[[ Input, beginning ]]

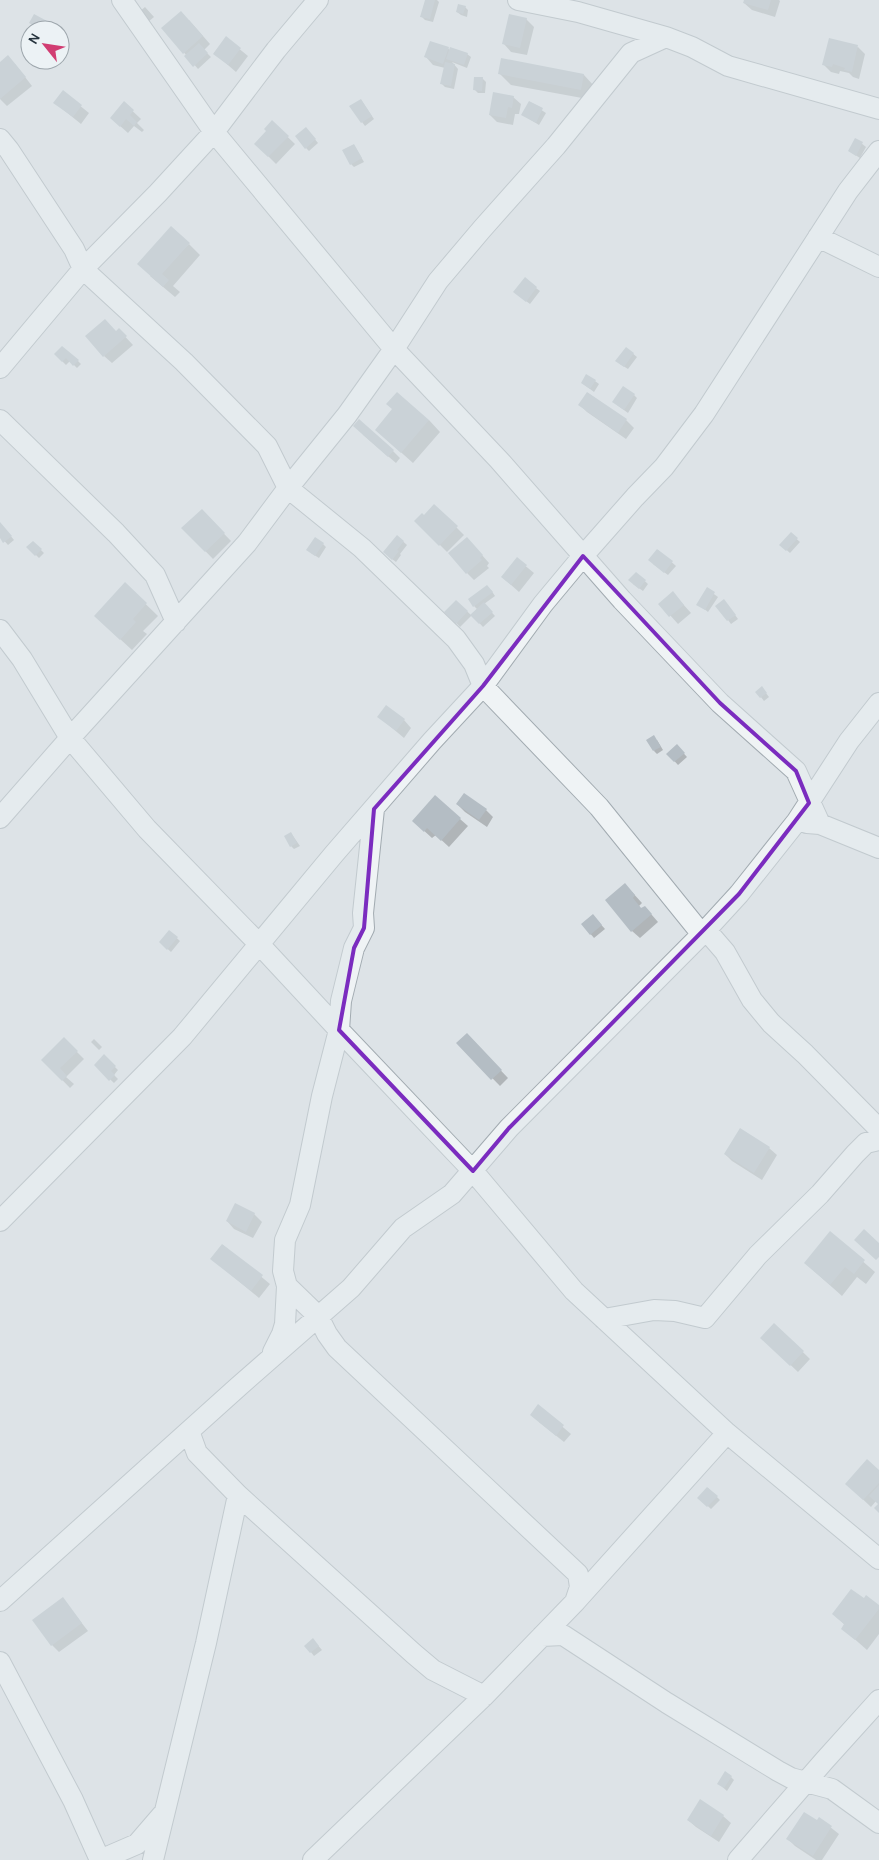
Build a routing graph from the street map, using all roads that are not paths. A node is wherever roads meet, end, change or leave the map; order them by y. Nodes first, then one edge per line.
1 (122, 0) edge
2 (318, 0) edge
3 (518, 0) edge
4 (619, 23) junction
5 (666, 37) junction
6 (616, 72) junction
7 (879, 109) edge
8 (214, 132) junction
9 (0, 139) edge
10 (879, 151) edge
11 (818, 237) junction
12 (879, 266) edge
13 (84, 269) junction
14 (394, 349) junction
15 (0, 368) edge
16 (0, 420) edge
17 (288, 488) junction
18 (583, 556) junction
19 (176, 622) junction
20 (0, 630) edge
21 (482, 686) junction
22 (879, 703) edge
23 (70, 738) junction
24 (796, 771) junction
25 (824, 777) junction
26 (809, 803) junction
27 (374, 809) junction
28 (0, 818) edge
29 (797, 822) junction
30 (820, 824) junction
31 (879, 848) edge
32 (706, 930) junction
33 (260, 945) junction
34 (686, 951) junction
35 (726, 952) junction
36 (338, 1030) junction
37 (879, 1129) edge
38 (879, 1140) edge
39 (473, 1171) junction
40 (0, 1221) edge
41 (287, 1286) junction
42 (318, 1316) junction
43 (604, 1319) junction
44 (270, 1358) junction
45 (189, 1432) junction
46 (727, 1433) junction
47 (168, 1451) junction
48 (198, 1453) junction
49 (238, 1495) junction
50 (879, 1559) edge
51 (2, 1595) edge
52 (576, 1602) junction
53 (561, 1627) junction
54 (0, 1662) edge
55 (484, 1696) junction
56 (879, 1700) edge
57 (824, 1761) junction
58 (806, 1782) junction
59 (832, 1789) junction
60 (165, 1812) junction
61 (879, 1824) edge
62 (100, 1860) edge
63 (153, 1860) edge
64 (313, 1860) edge
65 (738, 1860) edge

1 - 8 street
2 - 8 street
3 - 4 street
4 - 5 street
4 - 6 street
5 - 6 street
5 - 7 street
6 - 14 street
8 - 13 street
8 - 14 street
9 - 13 street
10 - 11 street
11 - 12 street
11 - 18 street
13 - 15 street
13 - 17 street
14 - 17 street
14 - 18 street
16 - 19 street
17 - 19 street
17 - 21 street
18 - 21 street
18 - 24 street
19 - 23 street
20 - 23 street
21 - 27 street
21 - 32 street
22 - 25 street
23 - 28 street
23 - 33 street
24 - 25 street
24 - 26 street
25 - 26 street
26 - 29 street
26 - 30 street
27 - 33 street
27 - 36 street
29 - 30 street
29 - 32 street
30 - 31 street
32 - 34 street
32 - 35 street
33 - 36 street
33 - 40 street
34 - 35 street
34 - 39 street
35 - 37 street
36 - 39 street
36 - 41 street
38 - 43 street
39 - 42 street
39 - 43 street
41 - 42 street
41 - 44 street
42 - 44 street
42 - 52 street
43 - 46 street
44 - 45 street
45 - 47 street
45 - 48 street
46 - 50 street
46 - 52 street
47 - 48 street
47 - 51 street
48 - 49 street
49 - 55 street
49 - 60 street
52 - 53 street
53 - 55 street
53 - 58 street
54 - 62 street
55 - 64 street
56 - 57 street
57 - 58 street
57 - 59 street
58 - 59 street
58 - 65 street
59 - 61 street
60 - 62 street
60 - 63 street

[[ Input, end ]]

## Assignment
Please transcribe all of the entries exactly and omit any picture they hold.

## Response to this task
Build a routing graph from the street map, using all roads that are not paths. A node is wherever roads meet, end, change or leave the map; order them by y. Nodes first, then one edge per line.
1 (122, 0) edge
2 (318, 0) edge
3 (518, 0) edge
4 (619, 23) junction
5 (666, 37) junction
6 (616, 72) junction
7 (879, 109) edge
8 (214, 132) junction
9 (0, 139) edge
10 (879, 151) edge
11 (818, 237) junction
12 (879, 266) edge
13 (84, 269) junction
14 (394, 349) junction
15 (0, 368) edge
16 (0, 420) edge
17 (288, 488) junction
18 (583, 556) junction
19 (176, 622) junction
20 (0, 630) edge
21 (482, 686) junction
22 (879, 703) edge
23 (70, 738) junction
24 (796, 771) junction
25 (824, 777) junction
26 (809, 803) junction
27 (374, 809) junction
28 (0, 818) edge
29 (797, 822) junction
30 (820, 824) junction
31 (879, 848) edge
32 (706, 930) junction
33 (260, 945) junction
34 (686, 951) junction
35 (726, 952) junction
36 (338, 1030) junction
37 (879, 1129) edge
38 (879, 1140) edge
39 (473, 1171) junction
40 (0, 1221) edge
41 (287, 1286) junction
42 (318, 1316) junction
43 (604, 1319) junction
44 (270, 1358) junction
45 (189, 1432) junction
46 (727, 1433) junction
47 (168, 1451) junction
48 (198, 1453) junction
49 (238, 1495) junction
50 (879, 1559) edge
51 (2, 1595) edge
52 (576, 1602) junction
53 (561, 1627) junction
54 (0, 1662) edge
55 (484, 1696) junction
56 (879, 1700) edge
57 (824, 1761) junction
58 (806, 1782) junction
59 (832, 1789) junction
60 (165, 1812) junction
61 (879, 1824) edge
62 (100, 1860) edge
63 (153, 1860) edge
64 (313, 1860) edge
65 (738, 1860) edge

1 - 8 street
2 - 8 street
3 - 4 street
4 - 5 street
4 - 6 street
5 - 6 street
5 - 7 street
6 - 14 street
8 - 13 street
8 - 14 street
9 - 13 street
10 - 11 street
11 - 12 street
11 - 18 street
13 - 15 street
13 - 17 street
14 - 17 street
14 - 18 street
16 - 19 street
17 - 19 street
17 - 21 street
18 - 21 street
18 - 24 street
19 - 23 street
20 - 23 street
21 - 27 street
21 - 32 street
22 - 25 street
23 - 28 street
23 - 33 street
24 - 25 street
24 - 26 street
25 - 26 street
26 - 29 street
26 - 30 street
27 - 33 street
27 - 36 street
29 - 30 street
29 - 32 street
30 - 31 street
32 - 34 street
32 - 35 street
33 - 36 street
33 - 40 street
34 - 35 street
34 - 39 street
35 - 37 street
36 - 39 street
36 - 41 street
38 - 43 street
39 - 42 street
39 - 43 street
41 - 42 street
41 - 44 street
42 - 44 street
42 - 52 street
43 - 46 street
44 - 45 street
45 - 47 street
45 - 48 street
46 - 50 street
46 - 52 street
47 - 48 street
47 - 51 street
48 - 49 street
49 - 55 street
49 - 60 street
52 - 53 street
53 - 55 street
53 - 58 street
54 - 62 street
55 - 64 street
56 - 57 street
57 - 58 street
57 - 59 street
58 - 59 street
58 - 65 street
59 - 61 street
60 - 62 street
60 - 63 street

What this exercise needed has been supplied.